Many organizations need to develop a much better understanding of attackers' motivations to help ensure they take appropriate steps, such as implementing the right security controls, to mitigate the risk, security experts says. Plus, many organizations are failing to train staff members on how to recognize the warning signs of an attack so that appropriate responses can be quickly implemented.
And because new versions of malware are exploiting vulnerabilities in outdated operating systems and software, a risk management strategy also must include frequent updates and upgrades of software and systems.
As we enter 2013, security experts say that the top threats are posed by organized crime, hacktivists, nation-states and insiders.
For crime rings, the motivation is simple: fraud. Cybercriminals use keyloggers and ransomware to steal identities, access confidential corporate information and perpetrate financial fraud. And they're developing advanced skills.
In August, the Federal Bureau of Investigation issued a warning about attacks that rely on a new type of malware known as Citadel. Attacks targeting consumers had been launched with ransomware feigning to be from the FBI.
While Citadel, a keylogger, worked in the background, the ransomware locked consumers' computers and then demanded they pay a fine. Unsuspecting consumers were persuaded to provide payment card details and other personally identifiable information.
Hacktivists wage attacks against well-known brands for political and social attention. Groups using distributed-denial-of-service attacks - including Anonymous, which has taken credit for attacks against Citigroup, Sony, PayPal, Amazon and others, and Izz ad-Din al-Qassam Cyber Fighters, which has attacked leading U.S. banks - have attracted international attention. Experts warn that hacktivists could be backed by crime rings or nation-states.
"These groups are trying to make a point, and they're incredibly efficient at it," says Wade Baker, director of risk intelligence at Verizon. "They're using different methods. They seem to be adapting to the response set up by the targeted entity."

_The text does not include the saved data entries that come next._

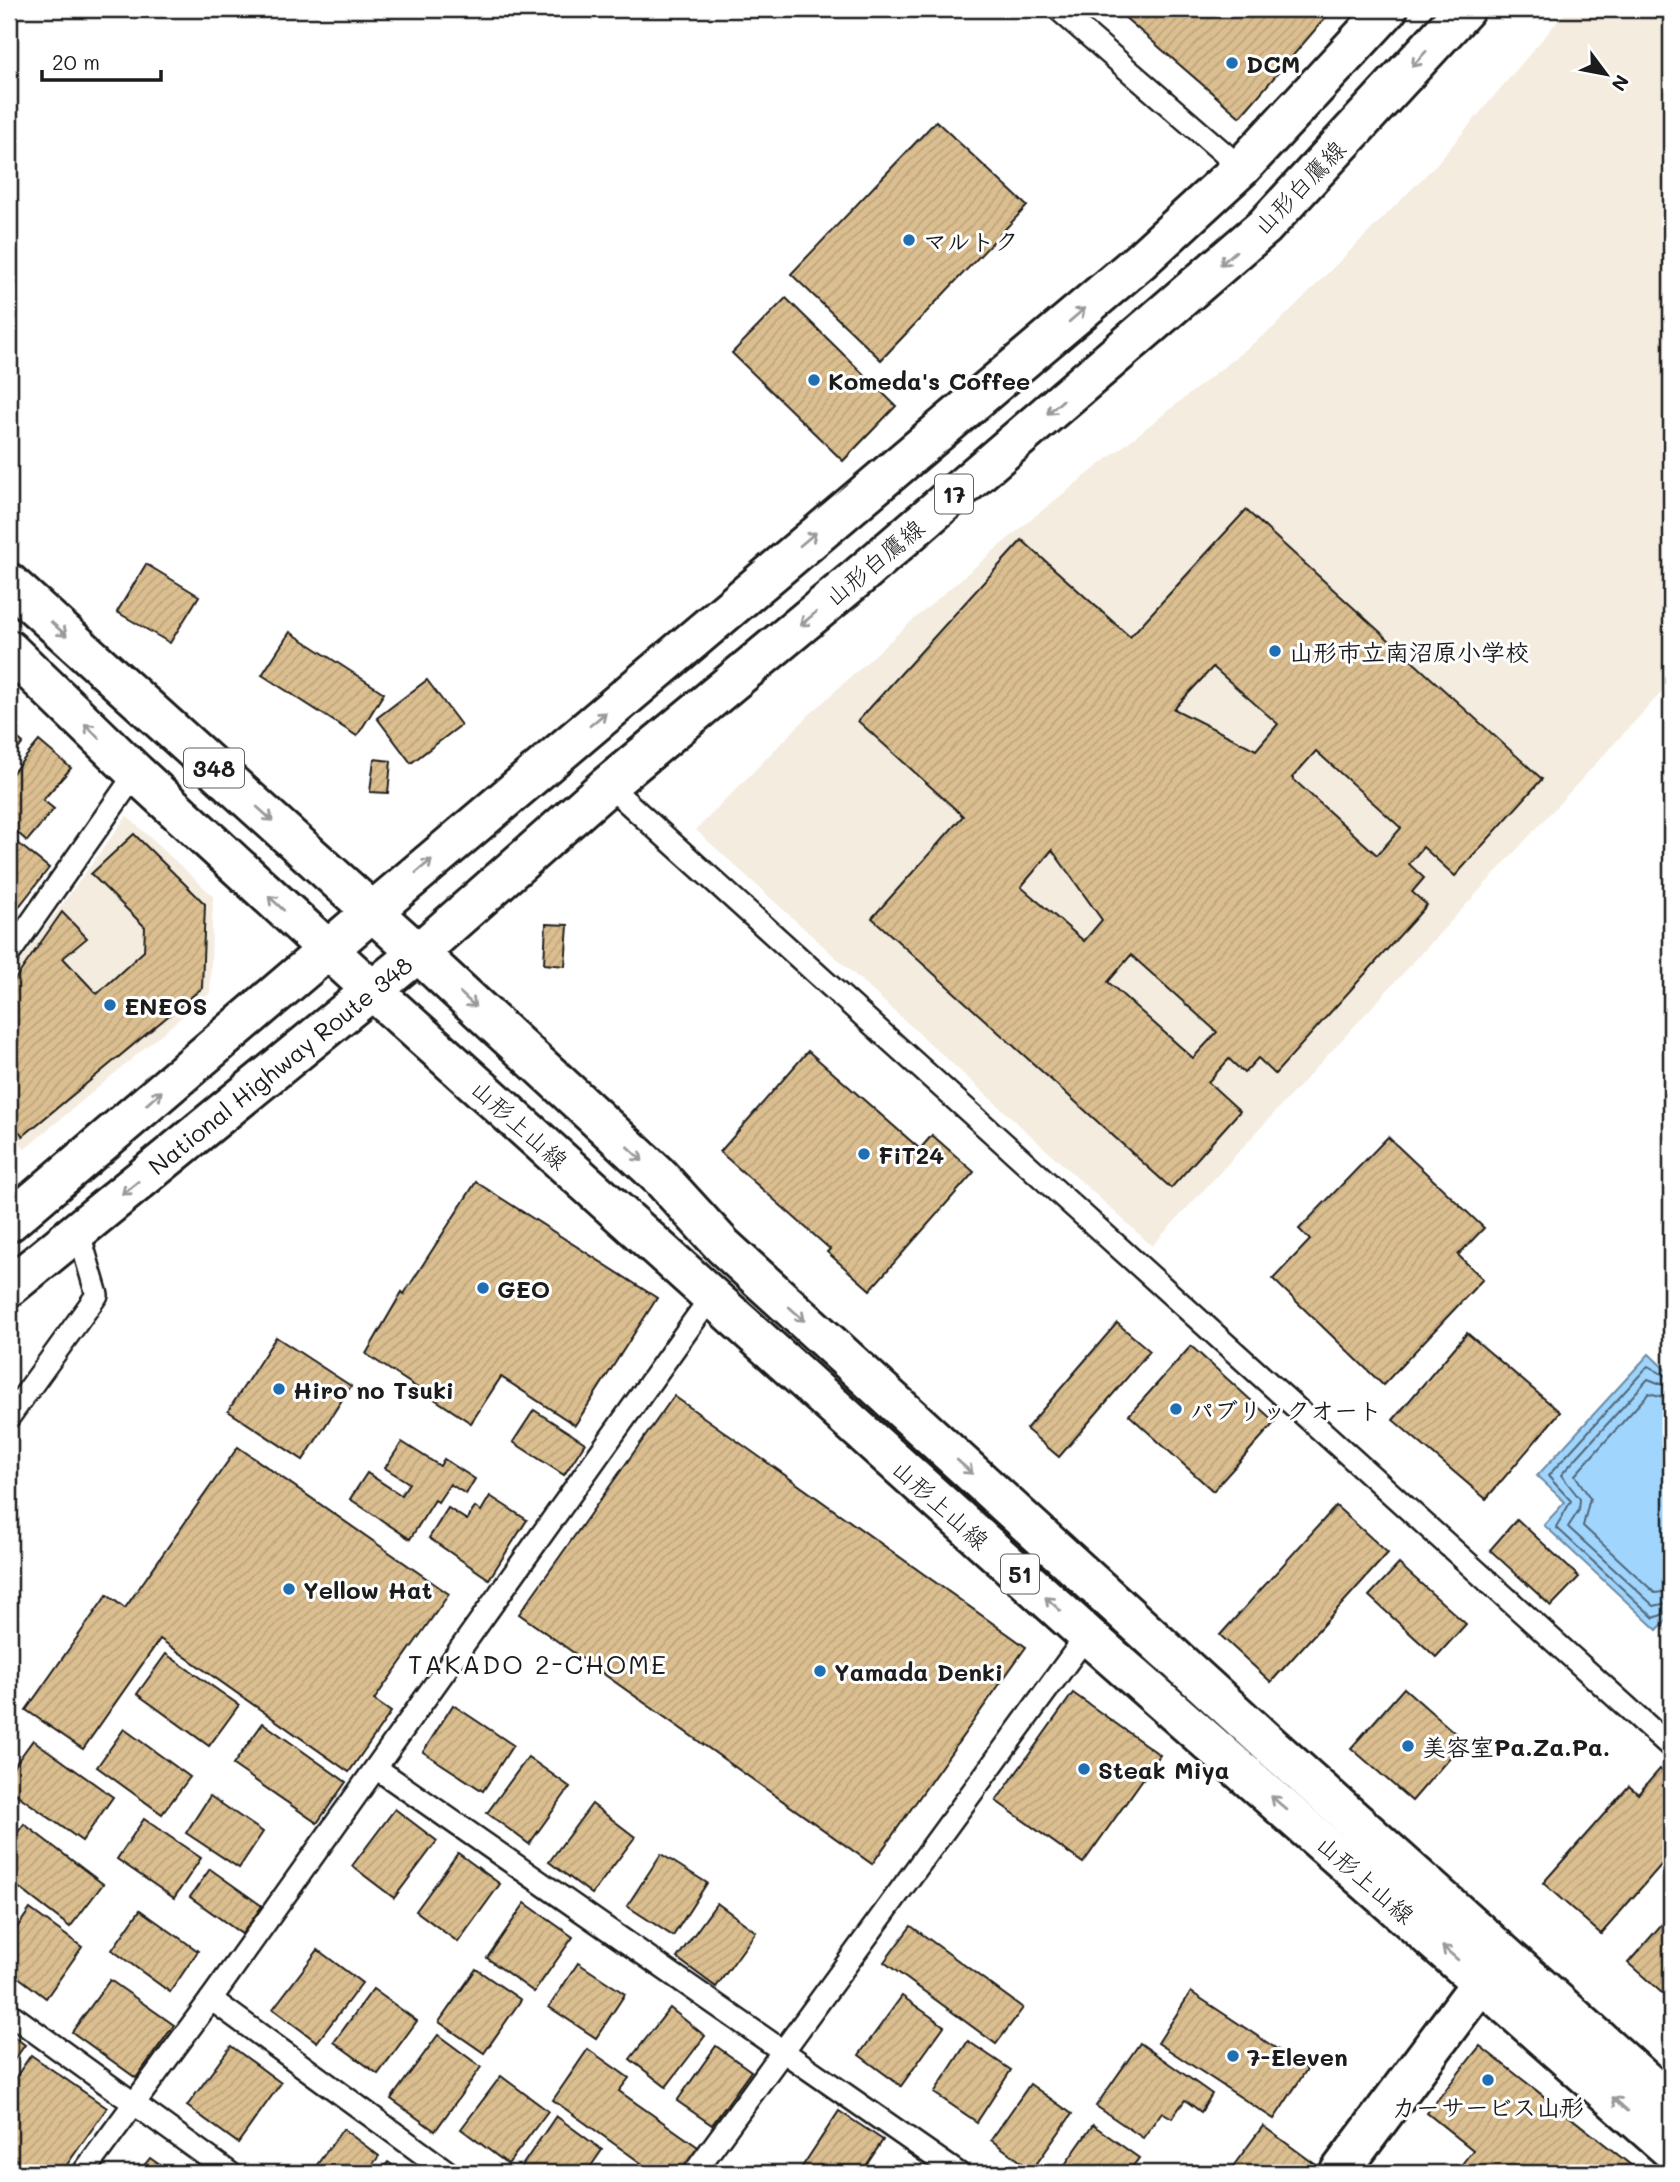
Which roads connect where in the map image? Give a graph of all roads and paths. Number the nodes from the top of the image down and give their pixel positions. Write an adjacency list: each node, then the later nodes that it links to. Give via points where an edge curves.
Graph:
1 (1058, 9): 4 (lane)
2 (1388, 9): 4 (main road, 17)
3 (1465, 9): 8 (main road, 山形白鷹線 / 17, one-way to 8, via 1264,227 857,578)
4 (1241, 168): 9 (main road, 17, one-way to 4, via 815,533 1029,357)
5 (9, 583): 9 (main road, National Highway Route 348 / 348, one-way to 9)
6 (9, 650): 7 (main road, 348, one-way to 6)
7 (136, 772): 10 (main road, 348, one-way to 7); 12 (lane)
8 (608, 785): 11 (main road, 山形白鷹線 / 17); 20 (lane)
9 (373, 911): 10 (main road); 11 (main road, National Highway Route 348 / 348)
10 (326, 950): 13 (main road, 348); 14 (main road, one-way to 10)
11 (418, 953): 13 (main road, National Highway Route 348); 27 (main road, 山形上山線 / 51, one-way to 27, via 659,1177 723,1246)
12 (9, 954)
13 (374, 992): 15 (main road, National Highway Route 348, one-way to 15); 17 (main road, 山形上山線 / 51)
14 (9, 1222)
15 (78, 1230): 16 (main road, National Highway Route 348); 18 (lane, via 97,1295)
16 (9, 1287)
17 (711, 1297): 19 (main road, 山形上山線 / 51, one-way to 17); 21 (lane)
18 (9, 1417)
19 (1087, 1635): 22 (main road, 山形上山線 / 51, one-way to 19); 25 (lane)
20 (1671, 1747)
21 (376, 1768): 23 (lane); 25 (lane)
22 (1482, 1981): 28 (main road, 山形上山線 / 51, one-way to 22); 34 (main road)
23 (211, 1999): 26 (lane); 31 (lane)
24 (9, 2013): 26 (lane)
25 (783, 2052): 32 (lane); 33 (lane)
26 (135, 2102): 29 (lane); 30 (lane)
27 (1671, 2105)
28 (1671, 2150)
29 (83, 2173)
30 (230, 2173)
31 (449, 2173)
32 (694, 2173)
33 (958, 2173)
34 (1339, 2173)

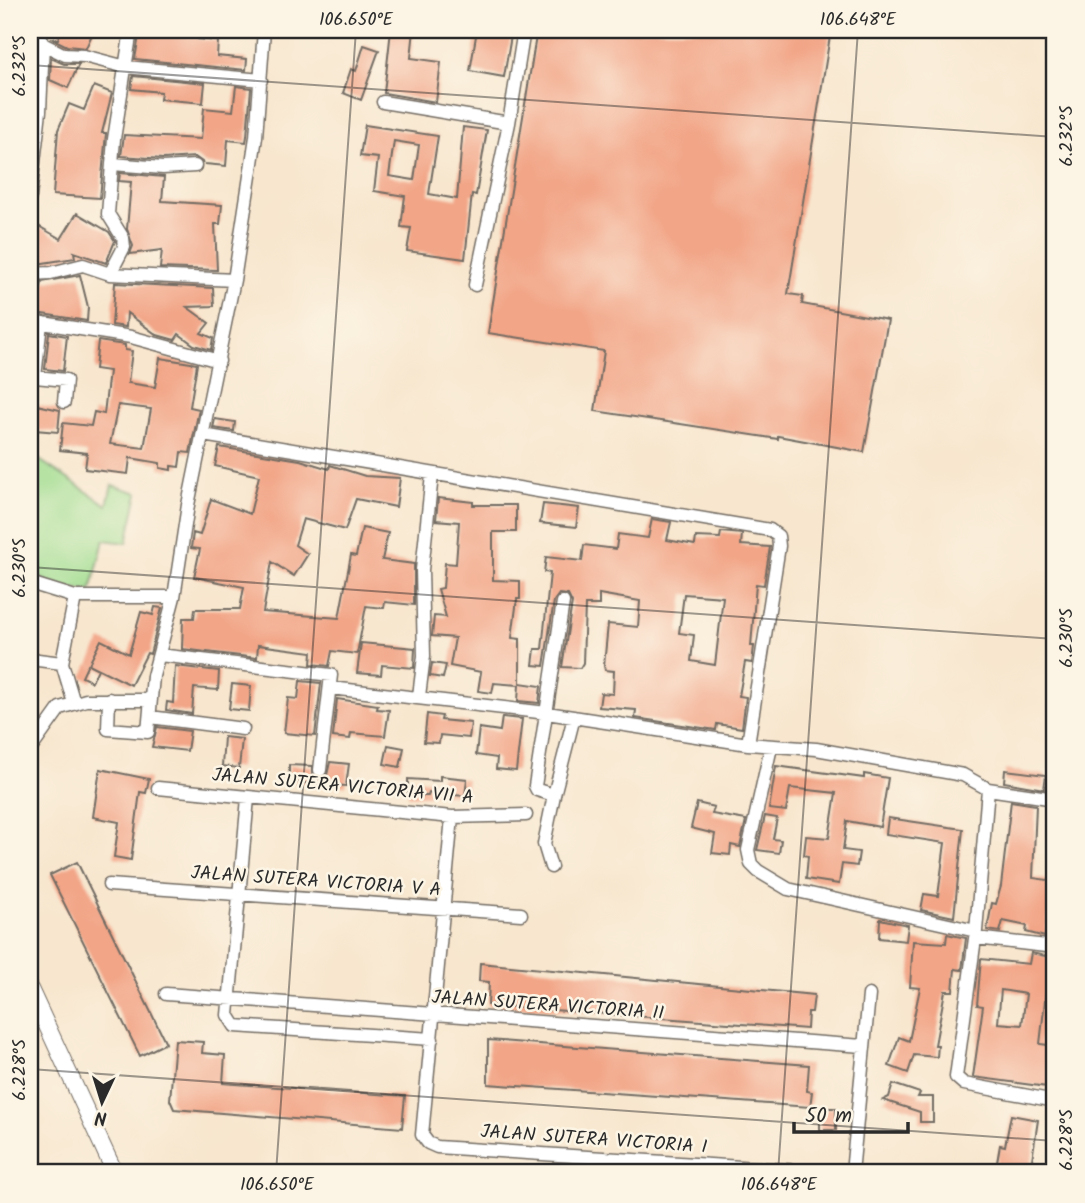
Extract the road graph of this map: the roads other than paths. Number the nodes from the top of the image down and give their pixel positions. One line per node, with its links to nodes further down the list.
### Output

Experts suggest organizations implement cross-departmental training programs to help employees recognize DDoS warning signs so that appropriate responses can be quickly implemented.
Nation-states frequently seek access to intellectual property and state secrets that they can use to gain an economic, political and military edge over other countries.
And when it comes to insiders, it seems the unwitting often pose the greatest threat. It's not their motivations, but the motivations of those who target them, that organizations have to take into account.
It's not a new threat - it's how hackers broke into security firm RSA's IT system in 2011 - but the trend toward exploiting clueless employees is gaining momentum.
The following is a breakdown of the four groups that continue to pose the greatest cybersecurity threats, the methods they use and mitigation strategies experts from numerous industries suggest.
Organized crime rings are typically behind the Trojan and ransomware attacks that strike online and mobile users. Malware is quickly becoming big business in the cyber-underworld, and hackers are selling well-planned business strategies to distribute, support and coordinate their attacks.
The new Zeus variant known as Citadel marks a new era in malware strategy. Experts say Citadel, a commercial malware, was the first Trojan to be promoted for sale in underground cyberforums along with ongoing technical support and troubleshooting.
Collaboration and joint attacks are growing as well. Citadel attacks were waged in conjunction with the ransomware known as Reveton, which used the FBI as a guise to scare online users into coughing up sensitive information.
And in the case of the newly identified Gozi variant known as Prinimalka, hackers have been working to recruit fellow botmasters to assist with a "blitzkrieg-like" series of attacks on financial institutions.
Then comes Eurograbber, an all-in-one Trojan attack that successfully compromises desktops and mobile devices. The attack, discovered in August by researchers at Versafe, gets around commonly used two-factor authentication practices in Europe.
Targeted phishing attacks sent via e-mail or social-network communications continue to grow. Phishing attacks jumped 79 percent in the second quarter of 2012, compared with the first quarter, according to security vendor RSA.
Attacks waged against mobile devices also are increasing. In late October, the FBI warned of two new Android Trojans - Loozfon and FinFisher - designed to steal mobile phone numbers and contact details and launch spyware that allows hackers to remotely control and monitor a compromised Android device.